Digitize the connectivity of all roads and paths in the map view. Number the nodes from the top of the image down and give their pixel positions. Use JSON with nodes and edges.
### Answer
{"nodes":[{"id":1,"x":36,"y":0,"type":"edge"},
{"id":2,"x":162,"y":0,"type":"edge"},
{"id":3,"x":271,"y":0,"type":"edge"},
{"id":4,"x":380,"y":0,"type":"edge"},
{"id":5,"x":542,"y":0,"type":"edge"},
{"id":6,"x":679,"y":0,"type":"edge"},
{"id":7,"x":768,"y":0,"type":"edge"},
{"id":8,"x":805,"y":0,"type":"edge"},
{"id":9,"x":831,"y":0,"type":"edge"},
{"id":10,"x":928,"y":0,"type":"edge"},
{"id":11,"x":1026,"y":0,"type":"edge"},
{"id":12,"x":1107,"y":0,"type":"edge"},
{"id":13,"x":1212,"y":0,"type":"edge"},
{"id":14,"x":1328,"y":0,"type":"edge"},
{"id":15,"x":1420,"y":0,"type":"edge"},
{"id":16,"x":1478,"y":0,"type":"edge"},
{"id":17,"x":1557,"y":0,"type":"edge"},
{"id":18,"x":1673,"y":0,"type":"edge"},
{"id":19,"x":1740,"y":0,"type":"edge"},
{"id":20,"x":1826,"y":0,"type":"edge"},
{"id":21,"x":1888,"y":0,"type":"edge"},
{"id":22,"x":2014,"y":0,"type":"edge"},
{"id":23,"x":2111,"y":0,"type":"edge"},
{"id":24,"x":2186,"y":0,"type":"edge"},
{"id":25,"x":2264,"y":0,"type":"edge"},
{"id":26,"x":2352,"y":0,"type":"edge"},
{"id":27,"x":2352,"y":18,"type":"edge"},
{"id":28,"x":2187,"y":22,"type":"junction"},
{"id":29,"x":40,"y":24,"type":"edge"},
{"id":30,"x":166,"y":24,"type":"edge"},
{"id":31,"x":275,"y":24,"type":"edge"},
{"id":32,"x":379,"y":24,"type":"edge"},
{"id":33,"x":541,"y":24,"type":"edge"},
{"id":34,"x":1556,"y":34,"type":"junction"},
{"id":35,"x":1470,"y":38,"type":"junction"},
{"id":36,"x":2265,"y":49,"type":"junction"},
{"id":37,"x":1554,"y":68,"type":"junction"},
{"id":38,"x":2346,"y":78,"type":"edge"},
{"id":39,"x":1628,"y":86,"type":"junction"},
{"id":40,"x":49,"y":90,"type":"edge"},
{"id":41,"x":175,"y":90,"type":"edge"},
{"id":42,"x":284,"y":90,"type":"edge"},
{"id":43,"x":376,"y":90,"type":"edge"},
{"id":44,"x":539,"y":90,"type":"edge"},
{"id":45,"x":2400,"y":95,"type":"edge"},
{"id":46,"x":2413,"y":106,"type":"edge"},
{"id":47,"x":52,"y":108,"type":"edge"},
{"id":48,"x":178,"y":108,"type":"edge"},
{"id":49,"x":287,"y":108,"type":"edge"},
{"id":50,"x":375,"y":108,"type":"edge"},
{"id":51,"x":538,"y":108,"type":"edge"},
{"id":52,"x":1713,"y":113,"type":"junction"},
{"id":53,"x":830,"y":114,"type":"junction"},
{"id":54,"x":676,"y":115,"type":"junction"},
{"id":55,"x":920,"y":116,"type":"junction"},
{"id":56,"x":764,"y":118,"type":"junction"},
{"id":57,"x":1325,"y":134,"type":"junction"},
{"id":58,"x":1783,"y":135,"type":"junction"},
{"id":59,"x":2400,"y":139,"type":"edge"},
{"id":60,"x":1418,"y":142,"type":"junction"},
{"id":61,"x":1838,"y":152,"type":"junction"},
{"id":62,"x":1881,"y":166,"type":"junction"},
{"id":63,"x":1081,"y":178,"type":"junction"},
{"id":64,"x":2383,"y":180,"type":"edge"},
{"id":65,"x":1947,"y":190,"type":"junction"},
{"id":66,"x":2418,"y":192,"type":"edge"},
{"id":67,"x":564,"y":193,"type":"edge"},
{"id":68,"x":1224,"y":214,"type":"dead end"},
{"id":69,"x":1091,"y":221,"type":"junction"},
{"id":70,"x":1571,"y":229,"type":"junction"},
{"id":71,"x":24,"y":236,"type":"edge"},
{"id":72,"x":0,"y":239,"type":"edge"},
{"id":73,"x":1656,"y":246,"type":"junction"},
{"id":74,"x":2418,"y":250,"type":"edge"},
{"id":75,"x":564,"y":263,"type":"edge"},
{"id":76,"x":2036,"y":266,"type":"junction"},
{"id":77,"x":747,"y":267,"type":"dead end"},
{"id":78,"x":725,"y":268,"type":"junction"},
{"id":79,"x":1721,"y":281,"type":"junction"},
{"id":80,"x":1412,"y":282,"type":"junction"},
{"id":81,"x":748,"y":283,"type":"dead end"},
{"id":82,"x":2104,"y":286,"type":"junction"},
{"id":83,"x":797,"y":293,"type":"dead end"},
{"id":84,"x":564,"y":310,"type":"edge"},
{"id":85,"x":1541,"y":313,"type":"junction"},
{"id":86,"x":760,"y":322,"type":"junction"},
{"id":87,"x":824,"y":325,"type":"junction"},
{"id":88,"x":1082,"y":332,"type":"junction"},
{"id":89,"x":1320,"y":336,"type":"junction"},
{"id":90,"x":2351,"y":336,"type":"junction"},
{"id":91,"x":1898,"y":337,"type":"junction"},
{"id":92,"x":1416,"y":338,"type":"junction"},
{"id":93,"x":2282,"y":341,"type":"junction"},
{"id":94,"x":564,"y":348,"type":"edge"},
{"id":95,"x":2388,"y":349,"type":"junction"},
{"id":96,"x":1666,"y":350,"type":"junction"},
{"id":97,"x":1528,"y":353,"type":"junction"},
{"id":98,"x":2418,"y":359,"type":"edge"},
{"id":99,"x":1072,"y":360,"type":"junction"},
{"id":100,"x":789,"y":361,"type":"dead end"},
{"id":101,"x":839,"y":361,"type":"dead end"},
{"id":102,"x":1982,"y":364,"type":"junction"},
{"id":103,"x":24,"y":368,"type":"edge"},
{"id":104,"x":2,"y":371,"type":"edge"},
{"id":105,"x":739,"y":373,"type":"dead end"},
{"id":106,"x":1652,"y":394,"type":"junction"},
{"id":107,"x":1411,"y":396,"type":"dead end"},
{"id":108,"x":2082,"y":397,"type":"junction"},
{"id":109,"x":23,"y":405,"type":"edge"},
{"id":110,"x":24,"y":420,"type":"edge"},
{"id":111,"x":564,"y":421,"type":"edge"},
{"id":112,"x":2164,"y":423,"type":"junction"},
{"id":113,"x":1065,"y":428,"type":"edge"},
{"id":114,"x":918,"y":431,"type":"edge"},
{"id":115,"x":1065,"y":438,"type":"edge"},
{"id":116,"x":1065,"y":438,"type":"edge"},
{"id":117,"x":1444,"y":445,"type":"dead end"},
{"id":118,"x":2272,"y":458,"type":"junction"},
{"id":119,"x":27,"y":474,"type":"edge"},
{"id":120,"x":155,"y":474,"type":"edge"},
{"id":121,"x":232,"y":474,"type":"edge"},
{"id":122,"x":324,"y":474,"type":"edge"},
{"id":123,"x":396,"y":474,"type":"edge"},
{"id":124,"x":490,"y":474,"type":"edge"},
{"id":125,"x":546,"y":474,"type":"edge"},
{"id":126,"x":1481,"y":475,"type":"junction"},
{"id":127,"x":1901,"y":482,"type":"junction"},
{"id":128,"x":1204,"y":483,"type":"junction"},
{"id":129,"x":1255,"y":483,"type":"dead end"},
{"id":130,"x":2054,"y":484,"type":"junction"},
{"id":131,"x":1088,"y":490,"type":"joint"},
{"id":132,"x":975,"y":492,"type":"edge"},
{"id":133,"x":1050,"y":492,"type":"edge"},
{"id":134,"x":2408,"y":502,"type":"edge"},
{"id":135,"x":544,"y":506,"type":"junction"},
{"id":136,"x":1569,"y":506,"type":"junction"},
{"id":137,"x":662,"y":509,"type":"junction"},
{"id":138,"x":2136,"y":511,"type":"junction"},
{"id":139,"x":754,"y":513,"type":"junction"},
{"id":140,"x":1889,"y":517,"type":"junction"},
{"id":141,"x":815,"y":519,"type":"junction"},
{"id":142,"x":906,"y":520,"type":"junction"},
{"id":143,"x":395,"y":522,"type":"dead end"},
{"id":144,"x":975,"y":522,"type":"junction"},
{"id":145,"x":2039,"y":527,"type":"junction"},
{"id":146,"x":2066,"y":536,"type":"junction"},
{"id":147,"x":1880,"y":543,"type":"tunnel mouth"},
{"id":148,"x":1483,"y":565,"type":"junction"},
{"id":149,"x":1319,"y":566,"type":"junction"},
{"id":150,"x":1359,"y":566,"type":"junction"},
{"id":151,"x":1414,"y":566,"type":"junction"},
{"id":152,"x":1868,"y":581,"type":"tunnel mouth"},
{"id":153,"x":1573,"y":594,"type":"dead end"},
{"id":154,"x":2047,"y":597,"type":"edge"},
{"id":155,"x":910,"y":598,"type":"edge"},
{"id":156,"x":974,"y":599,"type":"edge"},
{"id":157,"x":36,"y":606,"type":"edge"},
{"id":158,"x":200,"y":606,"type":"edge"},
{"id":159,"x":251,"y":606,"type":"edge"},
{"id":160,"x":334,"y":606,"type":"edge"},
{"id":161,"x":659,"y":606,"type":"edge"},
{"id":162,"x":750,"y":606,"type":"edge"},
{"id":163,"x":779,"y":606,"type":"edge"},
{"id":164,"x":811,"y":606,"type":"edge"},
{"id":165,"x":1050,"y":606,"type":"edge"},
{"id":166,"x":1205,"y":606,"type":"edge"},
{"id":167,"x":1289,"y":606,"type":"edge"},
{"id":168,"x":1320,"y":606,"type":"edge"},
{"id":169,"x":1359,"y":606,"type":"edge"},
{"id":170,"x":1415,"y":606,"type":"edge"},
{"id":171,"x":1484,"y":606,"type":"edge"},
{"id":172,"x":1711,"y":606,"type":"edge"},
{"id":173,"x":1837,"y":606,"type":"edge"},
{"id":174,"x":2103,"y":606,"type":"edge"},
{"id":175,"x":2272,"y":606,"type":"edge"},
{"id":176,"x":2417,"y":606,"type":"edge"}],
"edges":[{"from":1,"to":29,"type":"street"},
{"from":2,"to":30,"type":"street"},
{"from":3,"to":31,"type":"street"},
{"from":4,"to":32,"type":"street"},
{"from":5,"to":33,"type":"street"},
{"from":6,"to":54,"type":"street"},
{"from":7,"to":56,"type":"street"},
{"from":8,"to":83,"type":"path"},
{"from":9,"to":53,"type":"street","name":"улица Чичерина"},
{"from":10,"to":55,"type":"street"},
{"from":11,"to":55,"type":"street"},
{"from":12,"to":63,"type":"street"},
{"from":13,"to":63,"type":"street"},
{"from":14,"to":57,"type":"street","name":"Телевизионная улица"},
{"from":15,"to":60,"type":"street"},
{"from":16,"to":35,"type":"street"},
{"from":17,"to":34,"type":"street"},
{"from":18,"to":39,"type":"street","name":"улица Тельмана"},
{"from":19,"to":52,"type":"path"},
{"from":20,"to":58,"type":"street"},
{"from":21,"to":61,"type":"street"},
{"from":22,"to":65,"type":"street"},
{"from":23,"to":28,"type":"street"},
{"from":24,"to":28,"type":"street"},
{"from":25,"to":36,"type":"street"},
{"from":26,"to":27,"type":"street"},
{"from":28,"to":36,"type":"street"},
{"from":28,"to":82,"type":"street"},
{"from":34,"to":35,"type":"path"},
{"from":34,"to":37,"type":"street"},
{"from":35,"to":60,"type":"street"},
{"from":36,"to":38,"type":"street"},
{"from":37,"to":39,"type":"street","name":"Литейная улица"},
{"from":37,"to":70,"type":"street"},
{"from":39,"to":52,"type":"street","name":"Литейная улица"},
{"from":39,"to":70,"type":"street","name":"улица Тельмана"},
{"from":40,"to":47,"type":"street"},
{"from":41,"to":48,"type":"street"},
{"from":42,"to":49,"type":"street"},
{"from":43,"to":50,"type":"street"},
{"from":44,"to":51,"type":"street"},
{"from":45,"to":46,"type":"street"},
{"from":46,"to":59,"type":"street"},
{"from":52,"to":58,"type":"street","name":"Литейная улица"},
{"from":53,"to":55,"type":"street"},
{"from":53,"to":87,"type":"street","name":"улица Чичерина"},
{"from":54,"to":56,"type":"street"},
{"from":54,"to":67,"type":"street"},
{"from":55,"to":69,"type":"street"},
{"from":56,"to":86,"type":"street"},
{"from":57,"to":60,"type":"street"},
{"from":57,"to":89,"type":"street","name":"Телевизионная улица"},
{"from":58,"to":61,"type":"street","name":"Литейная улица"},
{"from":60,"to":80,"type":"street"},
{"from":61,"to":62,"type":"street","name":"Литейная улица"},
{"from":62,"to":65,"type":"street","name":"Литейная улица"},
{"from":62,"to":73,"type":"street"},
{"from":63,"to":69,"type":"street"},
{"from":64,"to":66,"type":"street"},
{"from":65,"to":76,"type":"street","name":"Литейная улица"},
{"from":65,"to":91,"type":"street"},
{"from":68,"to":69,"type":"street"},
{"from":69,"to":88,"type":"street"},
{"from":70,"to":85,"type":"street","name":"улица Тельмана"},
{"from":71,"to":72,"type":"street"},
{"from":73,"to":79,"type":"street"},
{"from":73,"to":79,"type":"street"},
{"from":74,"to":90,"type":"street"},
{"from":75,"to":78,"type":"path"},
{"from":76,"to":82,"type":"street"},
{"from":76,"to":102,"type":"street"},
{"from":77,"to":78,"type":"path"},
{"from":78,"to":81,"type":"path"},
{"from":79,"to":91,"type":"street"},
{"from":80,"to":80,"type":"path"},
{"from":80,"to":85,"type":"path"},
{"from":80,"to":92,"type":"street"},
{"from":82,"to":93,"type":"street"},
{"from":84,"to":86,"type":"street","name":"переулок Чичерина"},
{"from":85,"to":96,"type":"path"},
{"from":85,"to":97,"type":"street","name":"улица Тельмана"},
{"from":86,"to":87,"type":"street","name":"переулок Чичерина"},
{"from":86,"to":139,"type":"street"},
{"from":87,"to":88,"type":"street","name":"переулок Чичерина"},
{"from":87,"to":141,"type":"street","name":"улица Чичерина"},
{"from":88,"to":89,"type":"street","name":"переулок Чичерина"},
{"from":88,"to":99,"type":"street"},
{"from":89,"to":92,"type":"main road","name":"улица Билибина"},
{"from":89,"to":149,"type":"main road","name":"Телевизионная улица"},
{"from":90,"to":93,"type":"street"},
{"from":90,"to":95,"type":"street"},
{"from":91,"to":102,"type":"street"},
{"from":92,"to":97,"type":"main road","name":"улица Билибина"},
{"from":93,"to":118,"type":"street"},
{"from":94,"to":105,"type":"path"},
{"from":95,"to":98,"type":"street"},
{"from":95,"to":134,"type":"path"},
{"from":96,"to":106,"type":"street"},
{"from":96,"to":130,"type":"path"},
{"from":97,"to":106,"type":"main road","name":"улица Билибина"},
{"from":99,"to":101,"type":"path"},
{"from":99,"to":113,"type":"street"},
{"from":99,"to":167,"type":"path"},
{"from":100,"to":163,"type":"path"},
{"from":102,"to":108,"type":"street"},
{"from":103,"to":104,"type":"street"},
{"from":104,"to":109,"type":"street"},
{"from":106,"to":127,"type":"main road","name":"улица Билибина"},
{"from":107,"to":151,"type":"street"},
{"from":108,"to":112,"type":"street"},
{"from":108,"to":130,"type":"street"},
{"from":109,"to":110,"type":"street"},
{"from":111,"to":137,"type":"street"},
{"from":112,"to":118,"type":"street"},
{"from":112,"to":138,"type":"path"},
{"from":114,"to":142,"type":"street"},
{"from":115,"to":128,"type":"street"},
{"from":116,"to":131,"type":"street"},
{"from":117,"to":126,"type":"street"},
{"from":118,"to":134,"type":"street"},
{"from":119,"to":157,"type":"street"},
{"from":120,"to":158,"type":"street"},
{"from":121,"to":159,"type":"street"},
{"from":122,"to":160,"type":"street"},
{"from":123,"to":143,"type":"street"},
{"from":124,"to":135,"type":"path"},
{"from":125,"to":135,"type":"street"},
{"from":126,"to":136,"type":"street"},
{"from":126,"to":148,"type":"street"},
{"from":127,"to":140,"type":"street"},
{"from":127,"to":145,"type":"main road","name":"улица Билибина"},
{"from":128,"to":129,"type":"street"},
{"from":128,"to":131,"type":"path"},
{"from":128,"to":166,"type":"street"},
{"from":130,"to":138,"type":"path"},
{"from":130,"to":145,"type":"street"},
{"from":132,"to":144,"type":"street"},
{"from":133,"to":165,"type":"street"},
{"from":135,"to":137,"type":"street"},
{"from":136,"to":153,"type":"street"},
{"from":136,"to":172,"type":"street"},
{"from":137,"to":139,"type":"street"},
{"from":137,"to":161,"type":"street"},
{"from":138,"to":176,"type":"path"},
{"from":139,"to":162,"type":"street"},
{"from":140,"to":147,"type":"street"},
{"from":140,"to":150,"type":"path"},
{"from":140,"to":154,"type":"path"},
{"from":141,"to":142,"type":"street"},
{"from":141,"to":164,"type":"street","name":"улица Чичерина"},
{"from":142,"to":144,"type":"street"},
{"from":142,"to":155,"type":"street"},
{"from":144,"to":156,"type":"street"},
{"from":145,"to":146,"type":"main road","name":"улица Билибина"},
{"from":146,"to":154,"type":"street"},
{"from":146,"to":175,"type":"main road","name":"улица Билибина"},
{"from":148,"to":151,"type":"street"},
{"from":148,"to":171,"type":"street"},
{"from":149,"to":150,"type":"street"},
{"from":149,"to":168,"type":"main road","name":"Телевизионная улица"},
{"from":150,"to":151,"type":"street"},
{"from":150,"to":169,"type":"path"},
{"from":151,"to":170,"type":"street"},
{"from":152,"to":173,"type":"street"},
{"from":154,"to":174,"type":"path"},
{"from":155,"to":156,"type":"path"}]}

WHAT TO DO — Where in the records above does the word "Тельмана" appear? Copy each line that holds it.

SOLUTION FOR THIS TASK —
{"from":18,"to":39,"type":"street","name":"улица Тельмана"},
{"from":39,"to":70,"type":"street","name":"улица Тельмана"},
{"from":70,"to":85,"type":"street","name":"улица Тельмана"},
{"from":85,"to":97,"type":"street","name":"улица Тельмана"},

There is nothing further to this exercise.